Sadiq Khan says he will use the £3.15bn of housing funds allocated to London in last week’s Autumn statement to deliver 90,000 new affordable homes over the next five years.
Although some of the money confirmed by Chancellor Phillip Hammond had previously been earmarked for the capital, City Hall found itself having to persuade the Treasury not to clawback the cash as part of its review of public spending plans.
As well as re-securing the £1.07bn allocated for 2015-18, Mr Khan and his officials emerged from negotiations with a further £2.08bn to be spent by 2021.
The funds will be used to support the building of 90,000 homes across the capital which will be made available to buy and rent at lower than market rents, including through shared ownership schemes and social rents.
In addition, Mr Khan has confirmed that the new affordable homes will include thousands of properties made available at the new ‘London Living Rent’ promised in his election manifesto.
Housing Associations will receive a grant from City Hall allowing them to make homes available at rents capped at “no more than a third” of local average household incomes. This ‘Living Rent’ will allow tenants to save for a deposit, with the Housing Association expected to help them into home ownership within ten years of their tenancy start date.
Tenants would have a legal right to buy their London Living Rent property or could opt to buy a home on the open market. The scheme would be open to households with an income of up to £60,000.
Alongside today’s funding announcement, Mr Khan has published draft Supplementary Planning Guidance (SPG) setting out how local councils should deal with planning applications. The SPG sits alongside the capital’s statutory planning framework, known as the London Plan.
Under Mr Khan’s proposed new guidance, if a developer brings forward plans for schemes where at least 35% of all new homes are deemed affordable, and no public funding is sought, they would no longer have to provide viability assessments.
Councils, which have day to day responsibility for most planning decisions in London, use these documents when deciding whether the proposed number of affordable homes on a site is sufficient.
Under the new SPG, which is subject to consultation, the requirement to provide the assessments would in future only apply to schemes seeking public funding or where fewer than 35% of homes were affordable.
The hope is that developers will voluntarily meet or exceed the 35% target in return for a quicker, simpler consideration of their application.
During the contest to become Labour’s mayoral candidate, Mr Khan promised to amend the London Plan “on day one” of his mayoralty by issuing SPG mandating a minimum of 50% affordable homes on all developments.
However City Hall has today been keen to stress that the SPG “does not and cannot set a fixed target for affordable housing in developments” but instead “provides a framework for delivering the maximum reasonable amount of affordable housing in the context of current London Plan policy and past delivery.”
A fully updated version of the London Plan is expected to be published by 2019.

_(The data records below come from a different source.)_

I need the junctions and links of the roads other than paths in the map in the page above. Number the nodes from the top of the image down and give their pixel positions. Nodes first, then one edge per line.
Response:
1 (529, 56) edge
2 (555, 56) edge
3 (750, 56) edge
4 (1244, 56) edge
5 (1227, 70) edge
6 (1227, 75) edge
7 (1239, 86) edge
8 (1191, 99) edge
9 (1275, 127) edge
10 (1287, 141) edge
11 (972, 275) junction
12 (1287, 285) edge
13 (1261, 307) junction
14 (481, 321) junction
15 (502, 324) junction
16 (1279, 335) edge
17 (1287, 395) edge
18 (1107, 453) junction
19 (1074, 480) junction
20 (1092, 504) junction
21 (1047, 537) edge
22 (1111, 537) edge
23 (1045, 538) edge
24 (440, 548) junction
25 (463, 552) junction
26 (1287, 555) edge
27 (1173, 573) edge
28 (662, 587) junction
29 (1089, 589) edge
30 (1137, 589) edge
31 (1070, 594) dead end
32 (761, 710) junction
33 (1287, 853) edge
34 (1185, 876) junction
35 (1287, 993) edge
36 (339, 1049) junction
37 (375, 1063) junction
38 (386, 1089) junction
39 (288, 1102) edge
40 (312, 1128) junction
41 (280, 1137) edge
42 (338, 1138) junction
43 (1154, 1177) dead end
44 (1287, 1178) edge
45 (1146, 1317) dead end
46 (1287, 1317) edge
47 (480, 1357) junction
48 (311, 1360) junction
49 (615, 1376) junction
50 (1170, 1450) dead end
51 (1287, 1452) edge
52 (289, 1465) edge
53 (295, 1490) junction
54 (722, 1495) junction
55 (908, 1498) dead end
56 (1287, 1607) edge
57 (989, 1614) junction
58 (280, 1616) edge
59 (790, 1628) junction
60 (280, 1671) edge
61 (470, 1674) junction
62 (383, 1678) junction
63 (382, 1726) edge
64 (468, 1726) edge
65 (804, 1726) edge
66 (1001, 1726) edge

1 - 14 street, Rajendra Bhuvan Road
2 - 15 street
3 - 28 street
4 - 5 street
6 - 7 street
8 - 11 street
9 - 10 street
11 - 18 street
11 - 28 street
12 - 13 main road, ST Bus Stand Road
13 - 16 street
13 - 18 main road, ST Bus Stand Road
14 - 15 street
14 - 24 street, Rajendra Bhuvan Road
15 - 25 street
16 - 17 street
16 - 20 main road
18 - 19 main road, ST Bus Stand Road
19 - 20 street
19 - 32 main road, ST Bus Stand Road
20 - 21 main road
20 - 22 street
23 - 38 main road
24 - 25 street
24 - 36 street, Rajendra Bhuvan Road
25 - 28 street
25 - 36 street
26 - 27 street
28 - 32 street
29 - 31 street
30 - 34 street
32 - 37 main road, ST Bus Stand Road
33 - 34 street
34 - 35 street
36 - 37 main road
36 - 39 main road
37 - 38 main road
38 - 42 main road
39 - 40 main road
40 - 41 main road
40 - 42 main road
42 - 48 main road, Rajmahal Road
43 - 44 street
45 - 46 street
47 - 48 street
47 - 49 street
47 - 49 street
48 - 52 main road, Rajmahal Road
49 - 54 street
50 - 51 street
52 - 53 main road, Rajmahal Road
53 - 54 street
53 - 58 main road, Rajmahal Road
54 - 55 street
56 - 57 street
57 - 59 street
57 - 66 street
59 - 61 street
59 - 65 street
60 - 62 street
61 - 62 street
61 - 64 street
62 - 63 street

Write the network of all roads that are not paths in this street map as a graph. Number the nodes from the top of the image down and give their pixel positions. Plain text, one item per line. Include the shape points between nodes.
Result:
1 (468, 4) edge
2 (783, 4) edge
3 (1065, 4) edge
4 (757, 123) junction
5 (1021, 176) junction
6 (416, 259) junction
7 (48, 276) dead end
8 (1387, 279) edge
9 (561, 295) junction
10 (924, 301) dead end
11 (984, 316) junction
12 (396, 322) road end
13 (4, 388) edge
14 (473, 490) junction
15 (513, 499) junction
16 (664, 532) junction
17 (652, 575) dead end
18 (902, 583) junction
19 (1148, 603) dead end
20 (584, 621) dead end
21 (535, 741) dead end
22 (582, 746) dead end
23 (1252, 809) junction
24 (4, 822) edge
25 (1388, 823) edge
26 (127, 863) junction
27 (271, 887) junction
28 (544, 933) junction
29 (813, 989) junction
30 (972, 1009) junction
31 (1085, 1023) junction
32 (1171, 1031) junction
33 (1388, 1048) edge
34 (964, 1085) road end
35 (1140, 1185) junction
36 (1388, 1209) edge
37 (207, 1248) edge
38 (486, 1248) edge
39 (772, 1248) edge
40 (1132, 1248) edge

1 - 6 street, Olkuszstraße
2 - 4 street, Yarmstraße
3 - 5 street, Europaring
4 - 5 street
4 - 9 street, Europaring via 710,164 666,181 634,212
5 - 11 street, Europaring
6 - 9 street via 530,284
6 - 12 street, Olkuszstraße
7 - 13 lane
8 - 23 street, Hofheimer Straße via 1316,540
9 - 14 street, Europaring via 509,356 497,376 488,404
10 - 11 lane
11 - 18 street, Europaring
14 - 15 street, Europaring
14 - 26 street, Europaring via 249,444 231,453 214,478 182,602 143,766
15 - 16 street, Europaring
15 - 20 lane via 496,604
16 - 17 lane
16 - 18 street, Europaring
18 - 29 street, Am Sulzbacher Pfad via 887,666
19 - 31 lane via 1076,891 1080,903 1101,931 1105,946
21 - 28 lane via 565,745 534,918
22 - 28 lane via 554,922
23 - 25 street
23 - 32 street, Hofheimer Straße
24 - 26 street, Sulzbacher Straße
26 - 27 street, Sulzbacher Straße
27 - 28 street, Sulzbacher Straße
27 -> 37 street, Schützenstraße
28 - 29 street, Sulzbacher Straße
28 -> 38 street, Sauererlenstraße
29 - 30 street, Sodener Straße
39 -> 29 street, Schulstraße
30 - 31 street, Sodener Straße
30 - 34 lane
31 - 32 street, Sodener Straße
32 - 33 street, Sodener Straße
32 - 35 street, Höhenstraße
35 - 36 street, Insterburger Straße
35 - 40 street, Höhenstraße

Speaking on Tuesday, Mr Khan said: “These announcements today demonstrate real progress on the long road towards fixing London’s housing crisis.
“The record-breaking investment I have agreed with government means we can start building a range of different affordable homes to suit Londoners’ needs.
“Together with my new planning guidance, we can begin to boost the number of homes built in London and move towards a long-term strategic goal of half of all new homes being genuinely affordable.”
However Conservatives on the London Assembly claim today’s announcement “represents yet another row back on the Mayor’s pre-election housing promises and does absolutely nothing to explain how he is going to deliver the homes London needs.”
Housing spokesperson, Andrew Boff AM, added: “The Mayor needs to be honest with Londoners and lay out exactly how he intends to tackle the housing crisis.
“Six months in, these empty press statements that promise good news but deliver nothing are simply not good enough.”
Sian Berry, a Green party AM and housing campaigner, has also criticised the Mayor’s announcement.
She claimed the new London Living Rent homes “appear to be only for renters who are on track to own their own home already, much like the Coalition and Tory Governments’ multiple failed schemes like ‘Help to Buy’, ‘Rent to Buy’ and ‘Share to Buy’, which have primarily helped people on higher incomes.”
Berry added: “Renters in London come from all walks of life and those in most need of truly affordable rents don’t earn anywhere near £60,000 a year. We need to make sure people without good credit ratings, who are more than likely to have been driven into debt by the terrible terms of the current rental market, have access to London Living Rent homes too.
“The Mayor needs to tell us what will happen to renters who aren’t able to save for a deposit within the timescale envisaged by his scheme, whose family or employment circumstances change. Will they be forced to lose their tenancies when their time is up?”
Caroline Pidgeon, Liberal Democrat London Assembly Member, commented: “Today’s announcement is quite frankly a damp squib compared to what Sadiq Khan promised Londoners before the election.
“The Mayor’s manifesto was quite clear that he would set an ambitious target of 50 per cent of new homes being genuinely affordable.
“Yet in today’s announcement the Mayor is in reality ensuring a cap of 35 per cent affordability is set on all future developments in London. I fear over the next few years many developments will fall far short of even this figure.
“The difference between what Sadiq Khan promised Londoners and what he intends to deliver is a massive let down to Londoners.”